Y volvió la cabeza. Se sintió un tenue rumor a través del portal, luego entró un hombre. Venía encorvado, vestido con un mono. Andaba descalzo; eran sus pies descalzos los que habían sentido ellos. Tenía una barda de pelo quemado por el sol, sucio y desgreñado. Tenía ojos pálidos y furiosos, barba corta y suave color de oro sucio.
-El diablo me lleve si no es un caso curioso- dijo.

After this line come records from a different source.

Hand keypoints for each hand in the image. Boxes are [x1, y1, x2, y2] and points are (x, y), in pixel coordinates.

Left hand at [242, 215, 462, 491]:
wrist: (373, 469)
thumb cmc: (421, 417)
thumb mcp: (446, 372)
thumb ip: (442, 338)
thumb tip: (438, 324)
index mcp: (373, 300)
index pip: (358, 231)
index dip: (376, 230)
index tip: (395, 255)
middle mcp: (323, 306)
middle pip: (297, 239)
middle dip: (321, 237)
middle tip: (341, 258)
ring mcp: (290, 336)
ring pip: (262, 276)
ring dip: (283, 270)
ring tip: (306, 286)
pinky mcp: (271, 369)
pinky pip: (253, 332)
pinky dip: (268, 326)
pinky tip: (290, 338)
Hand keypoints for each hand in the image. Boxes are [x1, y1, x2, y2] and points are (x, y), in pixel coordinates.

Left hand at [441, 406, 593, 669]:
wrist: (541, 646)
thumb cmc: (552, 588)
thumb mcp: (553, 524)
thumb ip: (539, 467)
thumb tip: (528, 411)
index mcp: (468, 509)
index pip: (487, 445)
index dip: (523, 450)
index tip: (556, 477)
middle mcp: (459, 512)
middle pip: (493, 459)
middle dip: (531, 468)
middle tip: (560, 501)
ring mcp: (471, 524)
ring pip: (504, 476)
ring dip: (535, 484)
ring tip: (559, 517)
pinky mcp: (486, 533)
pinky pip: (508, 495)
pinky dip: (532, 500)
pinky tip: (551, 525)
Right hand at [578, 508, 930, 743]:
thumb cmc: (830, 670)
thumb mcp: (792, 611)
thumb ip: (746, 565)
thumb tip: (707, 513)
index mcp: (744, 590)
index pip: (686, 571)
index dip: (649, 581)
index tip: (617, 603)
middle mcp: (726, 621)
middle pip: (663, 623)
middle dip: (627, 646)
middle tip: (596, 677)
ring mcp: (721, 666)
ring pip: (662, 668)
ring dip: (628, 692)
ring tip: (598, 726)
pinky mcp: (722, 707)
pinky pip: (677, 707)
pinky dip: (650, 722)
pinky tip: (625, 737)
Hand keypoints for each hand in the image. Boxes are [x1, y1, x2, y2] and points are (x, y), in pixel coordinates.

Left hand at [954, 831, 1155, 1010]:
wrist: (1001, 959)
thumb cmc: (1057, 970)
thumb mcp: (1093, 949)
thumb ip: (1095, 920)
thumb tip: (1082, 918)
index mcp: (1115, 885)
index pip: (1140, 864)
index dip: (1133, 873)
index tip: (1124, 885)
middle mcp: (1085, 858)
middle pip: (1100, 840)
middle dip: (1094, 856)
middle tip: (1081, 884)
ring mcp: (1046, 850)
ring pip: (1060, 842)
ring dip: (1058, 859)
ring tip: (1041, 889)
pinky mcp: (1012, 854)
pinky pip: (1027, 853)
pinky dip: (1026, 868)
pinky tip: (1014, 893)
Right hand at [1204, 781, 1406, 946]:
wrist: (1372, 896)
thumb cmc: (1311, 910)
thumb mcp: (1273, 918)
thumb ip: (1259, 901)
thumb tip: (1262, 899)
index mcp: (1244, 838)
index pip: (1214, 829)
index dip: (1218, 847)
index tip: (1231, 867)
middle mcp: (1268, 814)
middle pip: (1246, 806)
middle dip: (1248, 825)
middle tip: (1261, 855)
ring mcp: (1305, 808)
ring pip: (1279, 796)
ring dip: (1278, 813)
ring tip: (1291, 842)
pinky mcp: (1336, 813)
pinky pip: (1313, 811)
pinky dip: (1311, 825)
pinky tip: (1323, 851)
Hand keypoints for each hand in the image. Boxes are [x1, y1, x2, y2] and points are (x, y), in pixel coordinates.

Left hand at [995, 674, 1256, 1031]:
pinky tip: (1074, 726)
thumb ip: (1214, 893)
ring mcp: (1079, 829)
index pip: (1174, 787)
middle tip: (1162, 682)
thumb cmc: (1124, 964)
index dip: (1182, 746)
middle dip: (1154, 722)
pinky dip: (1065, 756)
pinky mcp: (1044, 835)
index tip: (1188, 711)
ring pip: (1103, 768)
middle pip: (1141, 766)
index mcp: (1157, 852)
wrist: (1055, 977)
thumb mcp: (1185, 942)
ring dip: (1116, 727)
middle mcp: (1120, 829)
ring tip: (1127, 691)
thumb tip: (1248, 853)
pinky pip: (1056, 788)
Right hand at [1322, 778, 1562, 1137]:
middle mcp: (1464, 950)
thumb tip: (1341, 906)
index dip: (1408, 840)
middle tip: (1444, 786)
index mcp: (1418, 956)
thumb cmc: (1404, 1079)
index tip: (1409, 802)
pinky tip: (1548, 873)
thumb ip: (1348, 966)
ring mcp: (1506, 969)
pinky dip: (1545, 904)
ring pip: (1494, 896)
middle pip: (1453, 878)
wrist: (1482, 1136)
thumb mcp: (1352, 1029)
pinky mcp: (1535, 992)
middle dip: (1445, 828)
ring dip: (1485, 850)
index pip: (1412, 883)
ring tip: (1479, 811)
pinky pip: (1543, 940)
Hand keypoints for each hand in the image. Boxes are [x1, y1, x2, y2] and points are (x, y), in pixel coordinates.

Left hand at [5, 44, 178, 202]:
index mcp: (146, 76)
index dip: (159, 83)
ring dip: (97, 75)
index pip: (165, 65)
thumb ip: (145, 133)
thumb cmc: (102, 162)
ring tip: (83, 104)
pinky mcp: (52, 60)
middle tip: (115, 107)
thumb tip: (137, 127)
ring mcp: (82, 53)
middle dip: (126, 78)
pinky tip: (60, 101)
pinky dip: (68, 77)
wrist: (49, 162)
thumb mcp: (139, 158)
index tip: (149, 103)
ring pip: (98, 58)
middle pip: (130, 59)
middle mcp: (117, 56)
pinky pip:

-¿Qué es lo que quieres?- dijo la mujer.
El hombre vestido con el mono no contestó. Al pasar miró a Popeye con una ojeada a la vez alerta y misteriosa, como si estuviera pronto a reír un chiste y aguardara el momento de reírlo. Cruzó la cocina con paso vacilante, semejante a un oso, y todavía con aquel aire alegre y misterioso, aunque ante los propios ojos de ellos, levantó una tabla suelta del piso y sacó una botija de a galón. Popeye lo observó, los dedos índices en el chaleco, el humo de su cigarrillo (lo había fumado todo sin tocarlo una sola vez en la mano) en volutas a través de su cara. Su expresión era feroz, acaso funesta; miraba contemplativamente al hombre vestido del mono, que cruzaba de nuevo la cocina con una especie de timidez alerta, ocultando torpemente la botija bajo su costado; miró a Popeye con aquella expresión alerta y pronta al regocijo hasta que salió de la cocina. De nuevo sintieron sus pies desnudos en el portal.
-Desde luego- dijo Popeye-. No iré a decirles a los de Manuel Street que Ruby Lamar está aquí cocinando para un maleante y un testaferro.
-¡Canalla -dijo la mujer-. ¡Canalla!